Kardeşim: söyleyelim mi çocuklarda

Miraç: hayır kardeşim söyleme belkide sonuncu doğum günümdür.

Kardeşim: öyle şeyler söyleme gelcek yıl sana dünyanın en çok konuşulan partisini yapıcağım görürsün. Ha bu arada söylemiyorsak her zamanki saatde aynı kafede tamammi

Miraç: tamam saat 12:30 da ayrı ayrı çıkalım çakmasınlar

Kardeşim: tamam kuzum.

Miraç: kuzum ne lan

"Miraç neye gülüyorsun şu telefonda yarim saattir girdin başını kaldırıp bakmiyorsunda" dedi. Gülümseyip telefonu kapattım. Babamdan ve annemden hiç mesaj gelmedi.
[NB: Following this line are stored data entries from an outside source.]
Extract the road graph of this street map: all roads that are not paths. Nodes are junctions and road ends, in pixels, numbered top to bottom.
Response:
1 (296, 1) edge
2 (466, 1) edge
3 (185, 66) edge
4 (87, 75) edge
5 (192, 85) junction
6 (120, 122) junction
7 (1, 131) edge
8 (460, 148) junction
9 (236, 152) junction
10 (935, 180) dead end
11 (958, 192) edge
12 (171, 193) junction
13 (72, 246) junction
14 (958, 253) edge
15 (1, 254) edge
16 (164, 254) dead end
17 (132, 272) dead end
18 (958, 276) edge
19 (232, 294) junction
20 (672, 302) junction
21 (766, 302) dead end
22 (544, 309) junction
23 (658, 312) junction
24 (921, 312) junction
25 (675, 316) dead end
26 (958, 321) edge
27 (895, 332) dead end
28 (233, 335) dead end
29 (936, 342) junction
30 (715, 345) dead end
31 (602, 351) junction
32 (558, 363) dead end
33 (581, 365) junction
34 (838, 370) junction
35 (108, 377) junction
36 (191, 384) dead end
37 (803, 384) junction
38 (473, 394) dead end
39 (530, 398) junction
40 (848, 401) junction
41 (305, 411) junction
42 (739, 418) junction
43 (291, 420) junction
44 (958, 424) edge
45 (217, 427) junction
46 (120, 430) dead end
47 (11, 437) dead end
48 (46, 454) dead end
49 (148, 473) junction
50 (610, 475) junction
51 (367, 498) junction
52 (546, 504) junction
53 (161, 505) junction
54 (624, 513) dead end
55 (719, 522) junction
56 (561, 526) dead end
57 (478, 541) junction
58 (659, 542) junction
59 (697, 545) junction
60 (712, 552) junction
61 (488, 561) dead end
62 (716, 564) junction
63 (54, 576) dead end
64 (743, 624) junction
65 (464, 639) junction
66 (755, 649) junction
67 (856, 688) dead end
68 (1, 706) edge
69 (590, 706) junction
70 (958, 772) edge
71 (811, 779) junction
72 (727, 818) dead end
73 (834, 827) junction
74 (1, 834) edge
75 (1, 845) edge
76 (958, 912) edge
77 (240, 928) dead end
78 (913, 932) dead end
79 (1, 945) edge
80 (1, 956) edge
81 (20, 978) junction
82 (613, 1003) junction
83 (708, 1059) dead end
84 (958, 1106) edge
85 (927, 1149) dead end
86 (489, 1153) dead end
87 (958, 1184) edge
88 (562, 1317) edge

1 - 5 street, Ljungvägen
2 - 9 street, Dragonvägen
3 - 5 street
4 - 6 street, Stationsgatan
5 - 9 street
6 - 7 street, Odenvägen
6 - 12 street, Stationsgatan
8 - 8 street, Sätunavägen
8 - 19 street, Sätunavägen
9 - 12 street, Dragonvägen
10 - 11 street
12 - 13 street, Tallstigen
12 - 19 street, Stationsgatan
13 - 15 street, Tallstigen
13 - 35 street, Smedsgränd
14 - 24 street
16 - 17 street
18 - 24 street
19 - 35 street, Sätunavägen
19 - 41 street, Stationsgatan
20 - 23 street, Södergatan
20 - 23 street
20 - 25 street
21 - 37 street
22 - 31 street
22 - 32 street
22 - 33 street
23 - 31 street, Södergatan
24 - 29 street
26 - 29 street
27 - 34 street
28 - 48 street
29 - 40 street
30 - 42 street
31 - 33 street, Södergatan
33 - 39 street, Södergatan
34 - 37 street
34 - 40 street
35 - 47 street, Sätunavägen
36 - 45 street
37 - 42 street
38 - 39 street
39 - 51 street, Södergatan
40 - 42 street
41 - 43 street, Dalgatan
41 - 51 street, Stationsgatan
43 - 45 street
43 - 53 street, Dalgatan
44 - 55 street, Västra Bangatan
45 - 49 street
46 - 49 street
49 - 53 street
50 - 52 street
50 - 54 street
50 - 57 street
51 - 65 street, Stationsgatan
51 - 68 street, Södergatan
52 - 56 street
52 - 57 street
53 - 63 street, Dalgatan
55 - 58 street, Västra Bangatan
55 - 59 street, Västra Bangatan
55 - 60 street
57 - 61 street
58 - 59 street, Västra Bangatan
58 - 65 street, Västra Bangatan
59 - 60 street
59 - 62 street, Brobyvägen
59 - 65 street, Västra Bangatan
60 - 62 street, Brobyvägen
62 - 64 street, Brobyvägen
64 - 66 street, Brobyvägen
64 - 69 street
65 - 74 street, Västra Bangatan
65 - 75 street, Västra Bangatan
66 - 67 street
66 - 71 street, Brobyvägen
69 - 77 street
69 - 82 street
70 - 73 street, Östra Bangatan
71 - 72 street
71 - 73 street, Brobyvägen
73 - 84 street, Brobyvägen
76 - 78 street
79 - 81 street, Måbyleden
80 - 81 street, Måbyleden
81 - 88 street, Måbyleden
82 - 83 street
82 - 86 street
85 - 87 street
Hepimiz bir masada toplanmış kahkahalarla konuşuyorduk. Saate baktığımda Ali ile konuştuğumuz saate az kaldığını gördüm. Bilerek Atlasları yakın yere getirmiştik arada gide bilelim diye

Miraç: hadi Ali sen git geliyorum bende

Kardeşim: tamam kuzum :))

Miraç: kuzun kadar taş düşsün kafana Ali

Ali ile kahkaha atarken herkes dönüp ona sonra bana baktılar "siz ikinizde birşeyler var ama kokusu çıkar yakinda" dedi Tuna.

YAZARDAN

Ali ayağa kalkıp "Ben bir arkadaşımla buluşup geleceğim" dedi. Ve kimsenin birşey demesine izin vermeden ayrıldı.
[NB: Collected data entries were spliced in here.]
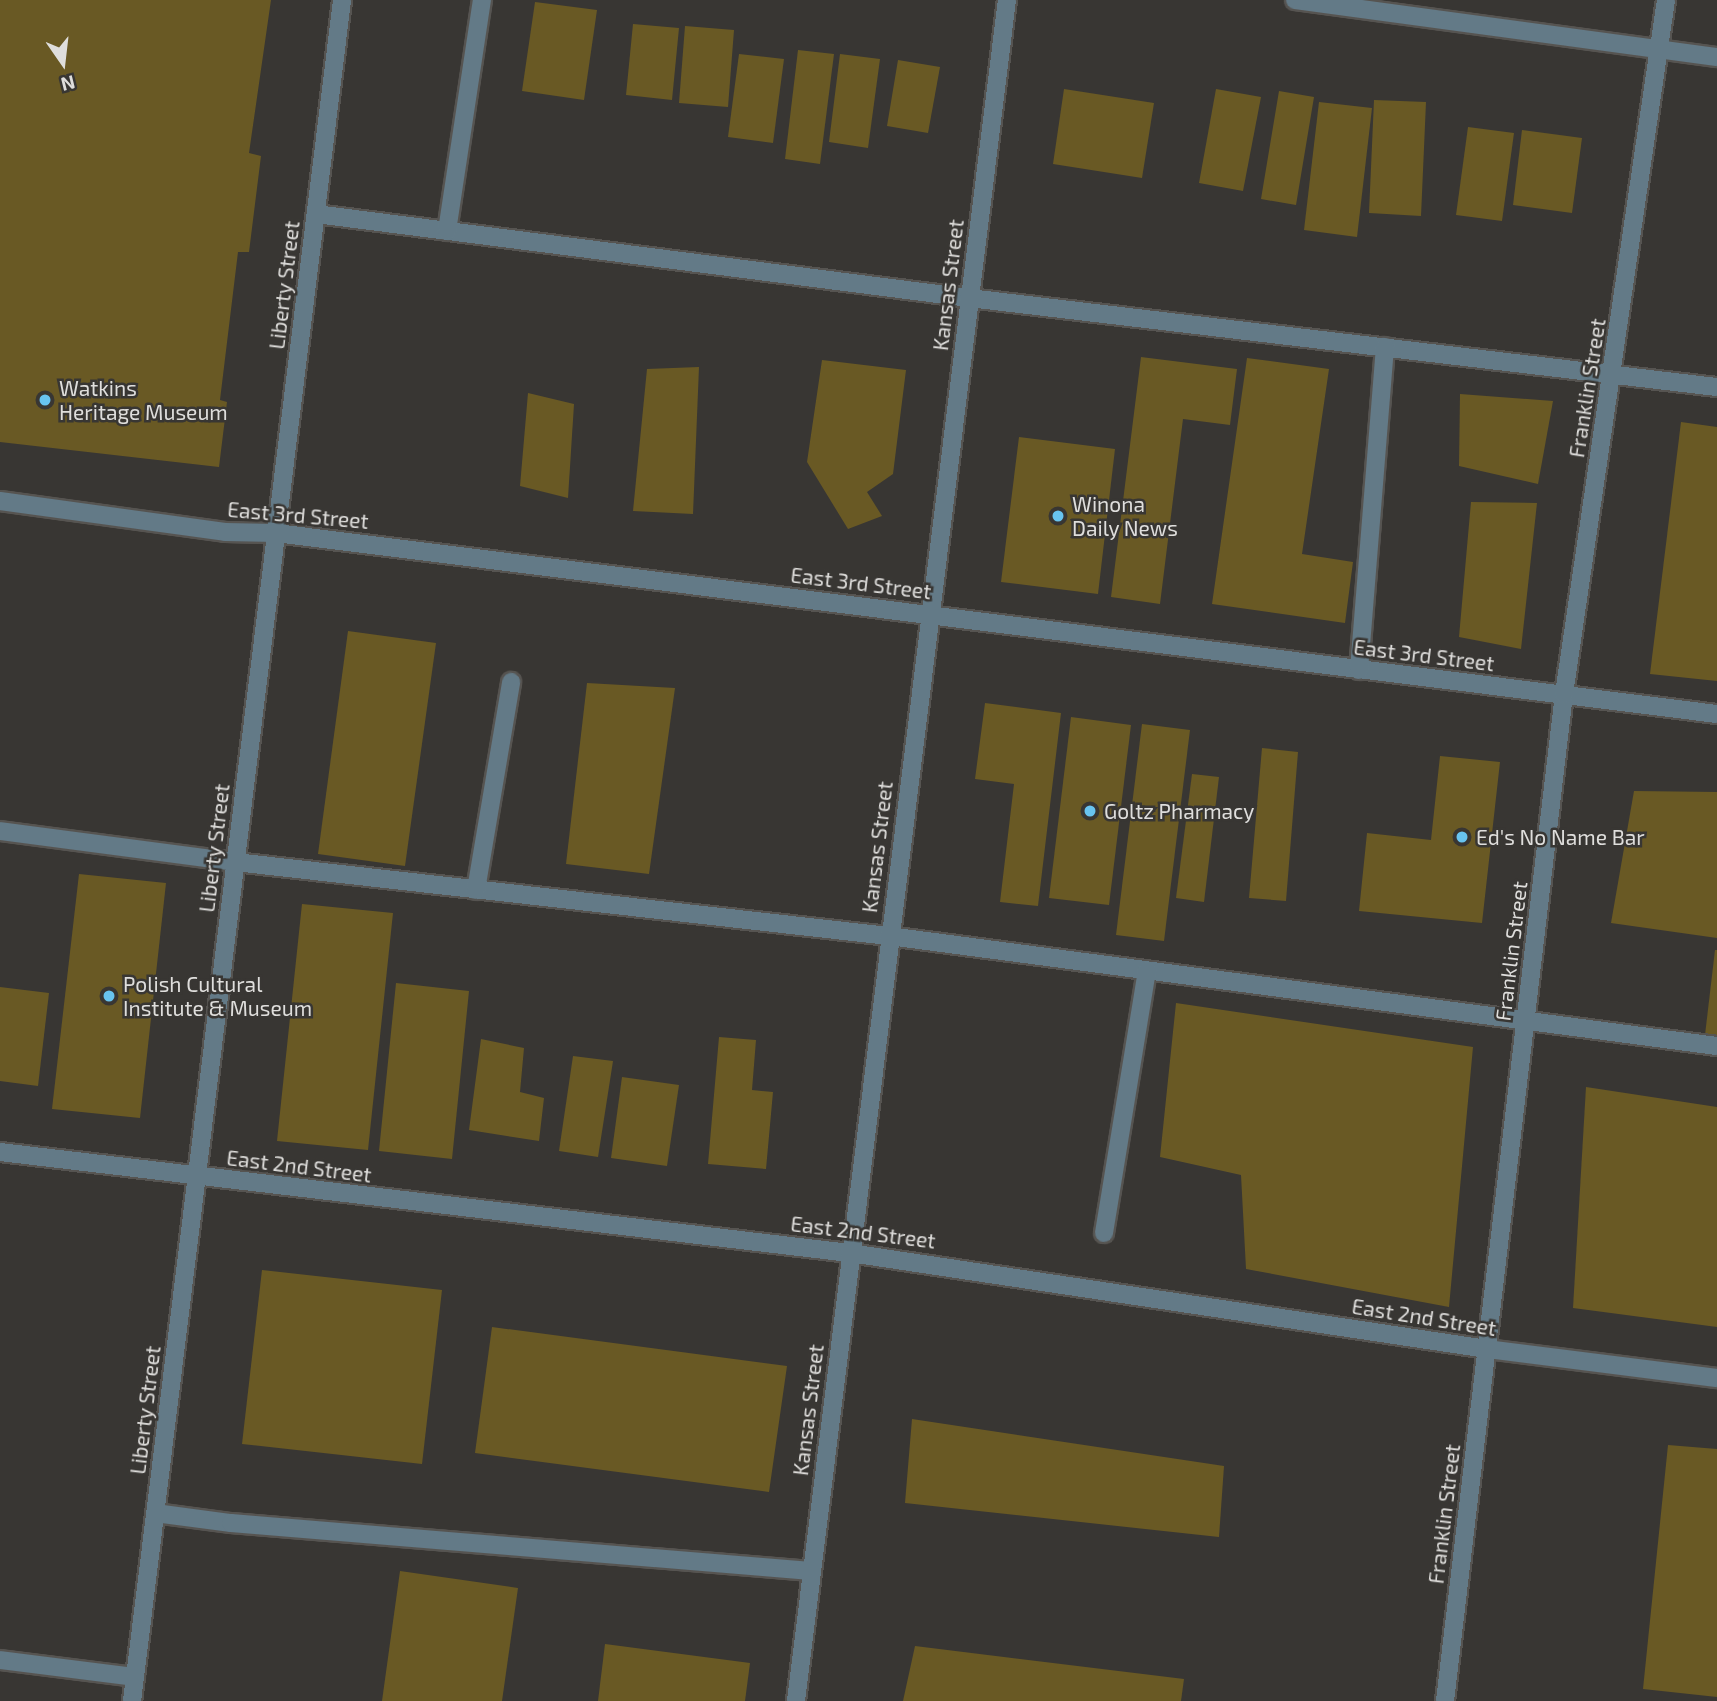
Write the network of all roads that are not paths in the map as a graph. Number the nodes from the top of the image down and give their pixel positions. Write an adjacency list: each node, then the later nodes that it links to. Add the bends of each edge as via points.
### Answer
1 (342, 0): 8 (street, Liberty Street)
2 (482, 0): 9 (street)
3 (1007, 0): 10 (street, Kansas Street)
4 (1295, 0): 6 (street)
5 (1666, 0): 6 (street, Franklin Street)
6 (1660, 50): 7 (street); 12 (street, Franklin Street)
7 (1717, 57)
8 (316, 214): 9 (street); 15 (street, Liberty Street)
9 (447, 231): 10 (street)
10 (970, 298): 11 (street); 16 (street, Kansas Street)
11 (1385, 347): 12 (street); 17 (street)
12 (1612, 374): 13 (street); 19 (street, Franklin Street)
13 (1717, 387)
14 (0, 501): 15 (street, East 3rd Street, via 225,532)
15 (276, 533): 16 (street, East 3rd Street); 22 (street, Liberty Street)
16 (930, 615): 17 (street, East 3rd Street); 24 (street, Kansas Street)
17 (1359, 670): 19 (street, East 3rd Street)
18 (511, 682): 23 (street)
19 (1564, 694): 20 (street, East 3rd Street); 26 (street, Franklin Street)
20 (1717, 714)
21 (0, 831): 22 (street)
22 (236, 862): 23 (street); 29 (street, Liberty Street)
23 (476, 890): 24 (street)
24 (889, 936): 25 (street); 31 (street, Kansas Street)
25 (1147, 971): 26 (street); 30 (street)
26 (1526, 1022): 27 (street); 32 (street, Franklin Street)
27 (1717, 1046)
28 (0, 1152): 29 (street, East 2nd Street)
29 (197, 1177): 31 (street, East 2nd Street); 34 (street, Liberty Street)
30 (1104, 1233)
31 (849, 1252): 32 (street, East 2nd Street); 35 (street, Kansas Street)
32 (1486, 1349): 33 (street, East 2nd Street); 40 (street, Franklin Street)
33 (1717, 1378)
34 (155, 1513): 35 (street); 37 (street, Liberty Street)
35 (811, 1571): 39 (street, Kansas Street)
36 (0, 1660): 37 (street)
37 (135, 1677): 38 (street, Liberty Street)
38 (132, 1701)
39 (796, 1701)
40 (1445, 1701)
Biraz geçmişti ki Miraçda "bende gidip Aliye bakayım nerede kaldı bu" dedi ve koşarak ayrıldı.

Atlas "bunlar neden böyle arka arkaya gittiler bir açıklamada yapmadilar" dedi. Ayan eline telefonu alıp tarihe baktı. "Bir dakika bu gün abimlerin ortadan 3 saat kaybolma günü gibi birşey" dedi Ayan. Hiç kimse birşey anlamamıştı. Kenan "Nasıl yani?" Dediğinde Ayan "bakin abimler her yılin bu günü hatta bu saatde birlikde çıkar 2 yada 3 saat telefonlarını kapatıp ortalıktan yok olurlar ve bende sorduğumda takildik diyolar sadece" dedi.

Atlas ayağa kalkıp "kalkın gidip bulalım bakalım bizden ne sakladıklarını" dediğin de Hayat "Nasıl bulucaz peki" dedi.

"Miraç fenalaşıp bir yerde düşer diye telefonuna gps yükledim ve şimdiden nerde olduklarını bulduk" dedi Atlas.

Ali Miraçdan önce gelip bu sefer biraz büyük pasta sipariş verdi. Biraz geçmişti ki Miraçda içeri girdi. Miraç yürüyerek geldiği için Atlaslar onunla aynı zamanda varmıştılar. Miraç içeri girdiğinde onlarda cama yaklaşıp onları izlediler. Miraç Ali ile sıkıca sarıldı nerdeyse hiç ayrılmak istemiyor gibiydiler. Miraç Ali ile her yıl yaptığı bu düzeni çok seviyordu. Ali onun ailesi, arkadaşı, akrabası bir sözle herşeyi olmuştu.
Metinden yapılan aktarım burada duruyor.